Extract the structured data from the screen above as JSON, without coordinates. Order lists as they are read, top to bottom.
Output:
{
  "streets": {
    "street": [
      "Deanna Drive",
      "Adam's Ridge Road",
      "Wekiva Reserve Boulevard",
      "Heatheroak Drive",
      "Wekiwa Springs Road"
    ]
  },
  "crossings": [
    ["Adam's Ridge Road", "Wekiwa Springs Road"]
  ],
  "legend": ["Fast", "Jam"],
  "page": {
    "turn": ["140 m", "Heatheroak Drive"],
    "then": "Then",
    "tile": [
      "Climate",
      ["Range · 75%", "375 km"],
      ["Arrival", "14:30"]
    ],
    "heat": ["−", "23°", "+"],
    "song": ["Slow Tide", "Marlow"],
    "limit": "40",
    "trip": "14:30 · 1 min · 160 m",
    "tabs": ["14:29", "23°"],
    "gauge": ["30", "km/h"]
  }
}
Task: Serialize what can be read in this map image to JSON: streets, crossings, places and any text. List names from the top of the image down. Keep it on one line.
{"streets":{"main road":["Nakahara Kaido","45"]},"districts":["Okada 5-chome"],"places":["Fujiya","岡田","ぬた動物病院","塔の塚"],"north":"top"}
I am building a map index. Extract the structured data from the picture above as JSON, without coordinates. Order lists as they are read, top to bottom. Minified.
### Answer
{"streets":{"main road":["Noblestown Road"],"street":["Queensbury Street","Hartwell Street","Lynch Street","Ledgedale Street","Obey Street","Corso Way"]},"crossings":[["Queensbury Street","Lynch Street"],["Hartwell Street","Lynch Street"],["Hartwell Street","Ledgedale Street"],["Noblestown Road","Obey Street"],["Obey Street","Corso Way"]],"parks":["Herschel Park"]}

WHAT IS REQUIRED: Look for the word "data" throughout the material above and copy every line that has it.

OUTPUT OF THE TASK:
Extract the structured data from the screen above as JSON, without coordinates. Order lists as they are read, top to bottom.
I am building a map index. Extract the structured data from the picture above as JSON, without coordinates. Order lists as they are read, top to bottom. Minified.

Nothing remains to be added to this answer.